16/11/2018

Justiça dá prazo de 72 horas para executar despejo de comunidade Guarani Kaiowá

Se não abandonar terra, parte do tekoha Laranjeira Nhanderu pode ser despejada com uso de força policial; comunidade aguarda demarcação há uma década

Crianças e idosos integram comunidade que pode ser despejada no Mato Grosso do Sul. Foto: comunidade Laranjeira Nhanderu

Crianças e idosos integram comunidade que pode ser despejada no Mato Grosso do Sul. Dona Alda, sentada, é uma das anciãs do tekoha. Foto: comunidade Laranjeira Nhanderu

Por Tiago Miotto, da Ascom/Cimi

A Justiça Federal de Dourados determinou que a comunidade Guarani Kaiowá do tekoha – lugar onde se é – Laranjeira Nhanderu desocupe parte de uma fazenda retomada no município de Rio Brilhante, no Mato Grosso do Sul. Caso não desocupem a área em 72 horas, contadas a partir de quarta-feira (14), a força policial pode ser utilizada para executar a reintegração de posse contra a comunidade.

A decisão judicial é do dia 9 de novembro, mas o prazo de três dias começou a contar a partir da notificação à Procuradoria Federal Especializada da Fundação Nacional do Índio (Funai). Segundo informações do órgão, eles foram notificados na manhã desta quarta (14) e preparam recurso contra a sentença. O despejo pela polícia, portanto, pode ocorrer a partir de segunda (19).

O juiz federal determina que a comunidade desocupe a sede e outras áreas retomadas na Fazenda Santo Antônio da Boa Esperança, mas mantém o direito dos indígenas permanecerem na reserva legal da propriedade, cuja mata é ocupada por eles de forma contínua há cerca de oito anos.

A sede da fazenda que incide sobre o território tradicional reivindicado pelos Guarani e Kaiowá foi retomada no dia 31 de outubro. O tekoha Laranjeira Nhanderu, segundo informação dos indígenas, tem cerca de 180 pessoas, incluindo crianças e idosos e contando também a parte da comunidade estabelecida na reserva legal da fazenda.

“A gente não vai sair. Nós vamos ficar. Estamos aqui nessa luta há onze anos, vamos permanecer aqui com a nossa reza, com os nossos anciões”, afirma Kunha Potý’i, moradora da comunidade.

“Estamos aqui pelo nosso direito e pela nossa terra. Faz muitos anos que estamos esperando sem plantar e sem colher nada, vivendo da cesta básica da Funai”
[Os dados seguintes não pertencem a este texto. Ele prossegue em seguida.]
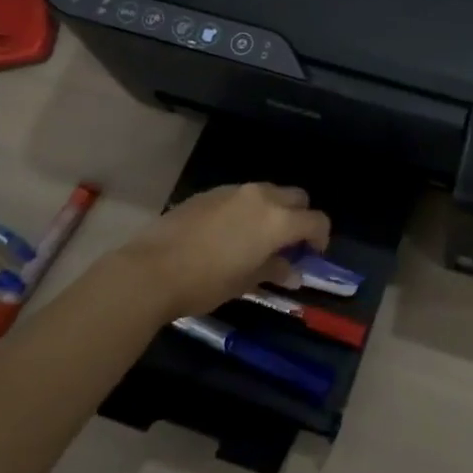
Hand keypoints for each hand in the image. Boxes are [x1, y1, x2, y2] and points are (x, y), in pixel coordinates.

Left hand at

Preocupação com acesso a serviços básicos, como ônibus escolar para crianças, motivo aumento da ocupação. Foto: comunidade de Laranjeira Nhanderu

Preocupação com acesso a serviços básicos, como ônibus escolar para crianças, motivo aumento da ocupação. Foto: comunidade Laranjeira Nhanderu

Autonomia

A indígena explica que foram duas as razões principais para o avanço da retomada: a impossibilidade de fazerem seus roçados, na área de reserva legal, e também a falta de autonomia para se deslocarem e acessarem serviços básicos, pois o acesso à retomada precisava se dar por outra fazenda, cujo proprietário é muitas vezes hostil à sua passagem.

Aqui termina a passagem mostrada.